Nursery rhyme
- Published: 1611

= To market, to market =

Nursery rhyme

"To Market, To Market" or "To Market, To Market, to Buy a Fat Pig" is a folk nursery rhyme which is based upon the traditional rural activity of going to a market or fair where agricultural produce would be bought and sold. It has a Roud Folk Song Index number of 19708.

==Lyrics==
The first complete recorded version of the rhyme appeared in 1805 in Songs for the Nursery as "To market, to market, to buy a penny bun," with no reference to a pig.

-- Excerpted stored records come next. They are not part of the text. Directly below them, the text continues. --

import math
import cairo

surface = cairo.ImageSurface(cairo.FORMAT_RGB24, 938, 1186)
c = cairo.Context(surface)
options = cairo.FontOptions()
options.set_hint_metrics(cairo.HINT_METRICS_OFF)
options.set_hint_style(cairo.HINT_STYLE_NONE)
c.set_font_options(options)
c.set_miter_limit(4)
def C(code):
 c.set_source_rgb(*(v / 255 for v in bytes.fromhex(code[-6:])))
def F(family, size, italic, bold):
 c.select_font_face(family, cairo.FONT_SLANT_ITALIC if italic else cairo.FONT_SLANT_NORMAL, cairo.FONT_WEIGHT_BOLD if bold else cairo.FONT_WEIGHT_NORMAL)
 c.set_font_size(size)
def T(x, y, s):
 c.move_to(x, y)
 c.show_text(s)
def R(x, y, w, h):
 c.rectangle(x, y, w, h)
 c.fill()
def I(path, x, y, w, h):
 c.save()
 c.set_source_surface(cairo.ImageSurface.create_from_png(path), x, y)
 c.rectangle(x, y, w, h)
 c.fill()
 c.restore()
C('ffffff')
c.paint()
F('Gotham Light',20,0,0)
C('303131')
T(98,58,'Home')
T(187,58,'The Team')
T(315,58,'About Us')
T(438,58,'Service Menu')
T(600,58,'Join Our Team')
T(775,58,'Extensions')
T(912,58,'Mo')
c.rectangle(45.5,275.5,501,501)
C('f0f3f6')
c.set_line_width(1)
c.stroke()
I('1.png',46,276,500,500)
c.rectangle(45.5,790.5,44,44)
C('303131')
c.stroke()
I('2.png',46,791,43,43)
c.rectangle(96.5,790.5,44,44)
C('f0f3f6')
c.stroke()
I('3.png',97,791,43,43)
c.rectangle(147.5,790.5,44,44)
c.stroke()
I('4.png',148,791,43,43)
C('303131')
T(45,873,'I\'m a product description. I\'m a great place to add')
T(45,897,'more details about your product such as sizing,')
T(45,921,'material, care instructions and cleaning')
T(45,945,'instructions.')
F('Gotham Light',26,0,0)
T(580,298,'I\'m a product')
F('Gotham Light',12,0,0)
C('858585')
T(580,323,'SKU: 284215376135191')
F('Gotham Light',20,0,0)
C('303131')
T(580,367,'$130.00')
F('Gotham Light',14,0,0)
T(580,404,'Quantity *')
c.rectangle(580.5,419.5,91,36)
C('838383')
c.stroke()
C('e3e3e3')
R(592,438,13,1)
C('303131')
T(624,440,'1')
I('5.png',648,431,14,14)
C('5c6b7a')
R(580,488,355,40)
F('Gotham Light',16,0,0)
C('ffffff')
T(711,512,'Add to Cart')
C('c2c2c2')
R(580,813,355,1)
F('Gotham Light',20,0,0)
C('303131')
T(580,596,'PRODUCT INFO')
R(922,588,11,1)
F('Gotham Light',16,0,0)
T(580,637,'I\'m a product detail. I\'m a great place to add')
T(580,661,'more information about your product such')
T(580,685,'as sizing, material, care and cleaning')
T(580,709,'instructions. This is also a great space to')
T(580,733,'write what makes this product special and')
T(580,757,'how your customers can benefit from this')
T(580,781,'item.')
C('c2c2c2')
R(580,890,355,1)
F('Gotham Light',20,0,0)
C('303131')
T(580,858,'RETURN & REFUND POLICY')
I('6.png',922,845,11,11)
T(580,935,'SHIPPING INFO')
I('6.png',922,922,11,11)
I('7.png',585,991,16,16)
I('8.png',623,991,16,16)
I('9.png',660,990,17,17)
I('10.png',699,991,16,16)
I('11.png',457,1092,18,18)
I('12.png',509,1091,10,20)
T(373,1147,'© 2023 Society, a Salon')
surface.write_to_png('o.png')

A common variation in the present day is:

To market, to market, to buy a fat pig,
Home again, home again, jiggety-jig.

To market, to market, to buy a fat hog,
Home again, home again, jiggety-jog.
To market, to market to buy a plum cake,
Home again, home again, market is late.

To market, to market, to buy a plum bun,
Home again, home again, market is done.
To market, to market to buy a fat dog,
Home again, home again, jiggety jog.
To market, to market to buy a small chick,
Home again, home again, jiggety jig.

There have been many variations such as this reworking:

To market, to market, to buy a fat pig!
Home with it! Home with it! Jiggety jig!

Stuff it till Christmas and make a fat hog,
Then at Smithfield Show win a prize, jiggety jog!

==Origins==
The rhyme is first recorded in part in John Florio's, A Worlde of Wordes, or Most Copious, and exact Dictionarie in Italian and English, published in 1598, which defines "Abomba" as "a man's home or resting place: home againe, home againe." The 1611 edition is even clearer, referring to "the place where children playing hide themselves ... Also as we used to say Home againe home againe, market is done." We do not have records again until the following version was printed in Songs for the Nursery (1805):

"To market, to market, to buy a penny bun,
Home again, home again, market is done."